Talk about letting customers and shareholders down. Robert Nardelli, the former CEO of Home Depot, is walking away with a $210 million severance package. Not bad for a company whose stock fell 8% during the boss's six-year tenure.
And this occurs concurrently with Home Depot's policy of cutting payroll hours, reducing overtime hours, and generally cutting back on customer service. And what message does this send?
According to Scott Burns' recent Universal Press Syndicate column, "...the messages also come from current and former Home Depot employees. As one put it, 'If you think being a customer at Home Depot stinks, try being an employee.'"
Messages from Home Depot employees at locations across the country and in Canada tell the same story: The bonus system for managers is geared to cutting payroll hours. So that's what line managers do.

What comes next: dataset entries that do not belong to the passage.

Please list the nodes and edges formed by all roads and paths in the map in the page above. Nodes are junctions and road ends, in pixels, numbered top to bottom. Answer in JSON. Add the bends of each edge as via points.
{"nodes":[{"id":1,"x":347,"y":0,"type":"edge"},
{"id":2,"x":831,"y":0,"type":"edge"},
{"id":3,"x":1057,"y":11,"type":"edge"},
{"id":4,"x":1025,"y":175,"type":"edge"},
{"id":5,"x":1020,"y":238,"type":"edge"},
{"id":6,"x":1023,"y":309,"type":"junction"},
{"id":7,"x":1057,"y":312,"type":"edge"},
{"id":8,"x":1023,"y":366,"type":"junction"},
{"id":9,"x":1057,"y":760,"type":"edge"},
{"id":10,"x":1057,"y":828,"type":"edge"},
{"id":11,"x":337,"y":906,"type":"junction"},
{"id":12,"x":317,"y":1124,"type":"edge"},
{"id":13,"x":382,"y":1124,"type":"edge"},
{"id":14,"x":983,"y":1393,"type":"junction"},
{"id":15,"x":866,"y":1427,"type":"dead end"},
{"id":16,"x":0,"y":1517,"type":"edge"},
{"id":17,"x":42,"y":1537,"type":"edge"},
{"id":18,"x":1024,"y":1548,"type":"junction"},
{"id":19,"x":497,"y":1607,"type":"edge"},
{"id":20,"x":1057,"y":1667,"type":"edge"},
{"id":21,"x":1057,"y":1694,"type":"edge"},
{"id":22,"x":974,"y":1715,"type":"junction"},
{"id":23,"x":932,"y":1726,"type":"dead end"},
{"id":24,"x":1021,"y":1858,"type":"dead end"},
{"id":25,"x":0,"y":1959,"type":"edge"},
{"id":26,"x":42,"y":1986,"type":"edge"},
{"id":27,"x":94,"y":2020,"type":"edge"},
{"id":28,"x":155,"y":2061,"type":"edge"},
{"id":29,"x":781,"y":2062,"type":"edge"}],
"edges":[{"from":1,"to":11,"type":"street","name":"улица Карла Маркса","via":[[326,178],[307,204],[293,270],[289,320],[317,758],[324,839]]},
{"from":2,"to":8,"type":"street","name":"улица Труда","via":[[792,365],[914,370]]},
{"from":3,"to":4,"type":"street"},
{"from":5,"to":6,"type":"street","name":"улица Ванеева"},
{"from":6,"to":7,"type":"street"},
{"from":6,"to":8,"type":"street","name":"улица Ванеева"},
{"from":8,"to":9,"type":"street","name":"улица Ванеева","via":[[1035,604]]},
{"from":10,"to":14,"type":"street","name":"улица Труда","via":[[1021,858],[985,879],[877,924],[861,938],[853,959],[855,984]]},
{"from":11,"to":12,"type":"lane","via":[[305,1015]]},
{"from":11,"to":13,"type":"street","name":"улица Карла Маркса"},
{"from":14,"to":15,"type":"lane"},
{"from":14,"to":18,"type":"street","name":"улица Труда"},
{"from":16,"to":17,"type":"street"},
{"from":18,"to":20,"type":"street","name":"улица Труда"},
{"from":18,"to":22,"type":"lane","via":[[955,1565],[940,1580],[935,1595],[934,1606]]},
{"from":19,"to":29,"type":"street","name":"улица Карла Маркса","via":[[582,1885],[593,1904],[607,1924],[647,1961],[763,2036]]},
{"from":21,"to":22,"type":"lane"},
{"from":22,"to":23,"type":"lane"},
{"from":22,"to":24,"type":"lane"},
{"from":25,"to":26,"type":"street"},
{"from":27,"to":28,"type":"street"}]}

As a result, whole departments are ludicrously short-staffed, with reported instances of a single employee to cover multiple departments. Overtime is verboten. The problem is compounded by short-staffed checkouts.
For you and me, the result is simple: Home Depot maintains its return on shareholder equity and pleases Wall Street. It does this by reducing what one consulting firm calls Shopper Return on Investment – SROI. We value our time, but Home Depot's management metrics have systematically devalued it, just as Home Depot treated employees as liabilities rather than assets.
This is a sad state of affairs for a company founded by Bernie Marcus and Arthur Blank with a vision to, "to give the best customer service in the industry."
Now, the new guy is trying to turn things around. Burns' column goes on to say, "Frank Blake, who replaced the disastrous Robert Nardelli as chairman and chief executive, answers (in message 3,860) that he is sorry 'for all the stories you have shared.' He admits that Home Depot has let its customers down."
Then he tells us that it is already increasing staffing at its stores and that Home Depot is "'launching a nationwide program to recruit and hire skilled master tradespeople to staff our stores.'"
Time will tell. It is a bit confusing that a company this big could take its eye off the customer-centric ball, then reward the boss for a job poorly done.
MSNBC story is here.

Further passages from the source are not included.